Beginning with the opening line, set down each line of the material below exactly, stopping once the line with "thumb cmc: (256, 145)" is done.

** RAW DATA follows **

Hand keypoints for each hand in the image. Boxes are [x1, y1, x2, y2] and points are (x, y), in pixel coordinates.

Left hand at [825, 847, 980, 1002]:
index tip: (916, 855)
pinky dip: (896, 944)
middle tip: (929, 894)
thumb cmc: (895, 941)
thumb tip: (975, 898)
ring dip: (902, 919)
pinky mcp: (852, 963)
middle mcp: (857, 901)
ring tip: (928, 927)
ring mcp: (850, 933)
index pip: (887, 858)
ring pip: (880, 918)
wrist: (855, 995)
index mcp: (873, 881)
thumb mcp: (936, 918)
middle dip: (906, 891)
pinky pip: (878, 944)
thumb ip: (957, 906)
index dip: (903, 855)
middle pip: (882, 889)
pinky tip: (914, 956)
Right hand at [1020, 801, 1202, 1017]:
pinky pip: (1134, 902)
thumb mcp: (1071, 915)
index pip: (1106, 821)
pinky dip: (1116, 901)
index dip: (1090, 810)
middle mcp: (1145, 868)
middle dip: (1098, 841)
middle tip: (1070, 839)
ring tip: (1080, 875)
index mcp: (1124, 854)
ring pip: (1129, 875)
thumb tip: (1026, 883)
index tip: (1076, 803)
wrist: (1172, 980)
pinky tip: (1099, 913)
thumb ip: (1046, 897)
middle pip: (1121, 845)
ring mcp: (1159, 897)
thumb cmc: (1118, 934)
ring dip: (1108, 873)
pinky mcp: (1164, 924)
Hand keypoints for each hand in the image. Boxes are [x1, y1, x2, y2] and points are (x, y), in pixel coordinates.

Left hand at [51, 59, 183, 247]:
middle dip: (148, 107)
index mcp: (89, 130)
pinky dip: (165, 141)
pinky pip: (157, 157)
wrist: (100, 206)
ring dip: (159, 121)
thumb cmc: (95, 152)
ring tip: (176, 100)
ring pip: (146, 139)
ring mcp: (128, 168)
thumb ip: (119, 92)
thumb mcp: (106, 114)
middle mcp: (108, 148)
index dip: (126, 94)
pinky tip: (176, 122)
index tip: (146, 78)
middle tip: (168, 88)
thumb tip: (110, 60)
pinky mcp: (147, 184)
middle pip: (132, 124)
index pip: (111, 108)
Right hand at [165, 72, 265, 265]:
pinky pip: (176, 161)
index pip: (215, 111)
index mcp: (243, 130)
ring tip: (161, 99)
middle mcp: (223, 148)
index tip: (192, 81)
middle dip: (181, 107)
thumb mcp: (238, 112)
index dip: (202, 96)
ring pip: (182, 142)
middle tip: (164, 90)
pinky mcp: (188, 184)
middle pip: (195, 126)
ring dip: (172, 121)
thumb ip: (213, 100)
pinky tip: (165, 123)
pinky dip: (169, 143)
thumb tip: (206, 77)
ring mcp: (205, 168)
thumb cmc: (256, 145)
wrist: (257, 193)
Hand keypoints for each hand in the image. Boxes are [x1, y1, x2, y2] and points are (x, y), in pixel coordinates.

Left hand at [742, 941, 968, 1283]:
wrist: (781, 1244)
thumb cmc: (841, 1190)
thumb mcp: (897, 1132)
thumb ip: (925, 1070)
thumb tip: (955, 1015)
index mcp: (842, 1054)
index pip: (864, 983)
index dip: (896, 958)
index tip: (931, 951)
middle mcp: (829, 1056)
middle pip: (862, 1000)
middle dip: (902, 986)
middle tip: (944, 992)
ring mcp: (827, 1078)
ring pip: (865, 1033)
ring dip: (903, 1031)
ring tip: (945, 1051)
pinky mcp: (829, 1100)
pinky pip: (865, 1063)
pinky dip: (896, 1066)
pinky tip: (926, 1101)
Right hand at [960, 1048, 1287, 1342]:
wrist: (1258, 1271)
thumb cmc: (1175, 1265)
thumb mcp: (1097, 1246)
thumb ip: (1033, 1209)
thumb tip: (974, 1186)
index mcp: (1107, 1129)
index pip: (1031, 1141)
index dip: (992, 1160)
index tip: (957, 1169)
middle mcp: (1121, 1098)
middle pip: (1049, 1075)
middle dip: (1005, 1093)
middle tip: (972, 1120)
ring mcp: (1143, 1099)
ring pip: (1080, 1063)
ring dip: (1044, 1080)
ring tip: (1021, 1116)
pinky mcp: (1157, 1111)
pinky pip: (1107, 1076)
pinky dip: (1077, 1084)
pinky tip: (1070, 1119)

** End of RAW DATA **

| SOLUTION BELOW |
Hand keypoints for each hand in the image. Boxes are [x1, y1, x2, y2] and points are (x, y), in pixel coordinates.

Left hand at [825, 847, 980, 1002]:
index tip: (916, 855)
pinky dip: (896, 944)
middle tip: (929, 894)
thumb cmc: (895, 941)
thumb tip: (975, 898)
ring dip: (902, 919)
pinky mcp: (852, 963)
middle mcp: (857, 901)
ring tip: (928, 927)
ring mcp: (850, 933)
index pip: (887, 858)
ring pip: (880, 918)
wrist: (855, 995)
index mcp: (873, 881)
thumb mcp: (936, 918)
middle dip: (906, 891)
pinky pip: (878, 944)
thumb ip: (957, 906)
index dip: (903, 855)
middle pip: (882, 889)
pinky tip: (914, 956)
Right hand at [1020, 801, 1202, 1017]:
pinky pip: (1134, 902)
thumb mcp: (1071, 915)
index pip: (1106, 821)
pinky dip: (1116, 901)
index dip: (1090, 810)
middle mcp: (1145, 868)
middle dip: (1098, 841)
middle tip: (1070, 839)
ring tip: (1080, 875)
index mcp: (1124, 854)
ring pip: (1129, 875)
thumb tip: (1026, 883)
index tip: (1076, 803)
wrist: (1172, 980)
pinky tip: (1099, 913)
thumb ip: (1046, 897)
middle pip: (1121, 845)
ring mcp: (1159, 897)
thumb cmc: (1118, 934)
ring dip: (1108, 873)
pinky mcp: (1164, 924)
Hand keypoints for each hand in the image. Boxes are [x1, y1, x2, y2] and points are (x, y), in pixel coordinates.

Left hand at [51, 59, 183, 247]:
middle dip: (148, 107)
index mcp: (89, 130)
pinky dip: (165, 141)
pinky pip: (157, 157)
wrist: (100, 206)
ring dip: (159, 121)
thumb cmc: (95, 152)
ring tip: (176, 100)
ring pip: (146, 139)
ring mcp: (128, 168)
thumb ip: (119, 92)
thumb mcp: (106, 114)
middle mcp: (108, 148)
index dip: (126, 94)
pinky tip: (176, 122)
index tip: (146, 78)
middle tip: (168, 88)
thumb tip: (110, 60)
pinky mcp: (147, 184)
middle pip: (132, 124)
index pip: (111, 108)
Right hand at [165, 72, 265, 265]:
pinky pip: (176, 161)
index pip: (215, 111)
index mcp: (243, 130)
ring tip: (161, 99)
middle mcp: (223, 148)
index tip: (192, 81)
middle dip: (181, 107)
thumb mcp: (238, 112)
index dip: (202, 96)
ring pip: (182, 142)
middle tip: (164, 90)
pinky mcp: (188, 184)
middle pip: (195, 126)
ring dip: (172, 121)
thumb ip: (213, 100)
pinky tip: (165, 123)
pinky dip: (169, 143)
thumb tip: (206, 77)
ring mcp: (205, 168)
thumb cmc: (256, 145)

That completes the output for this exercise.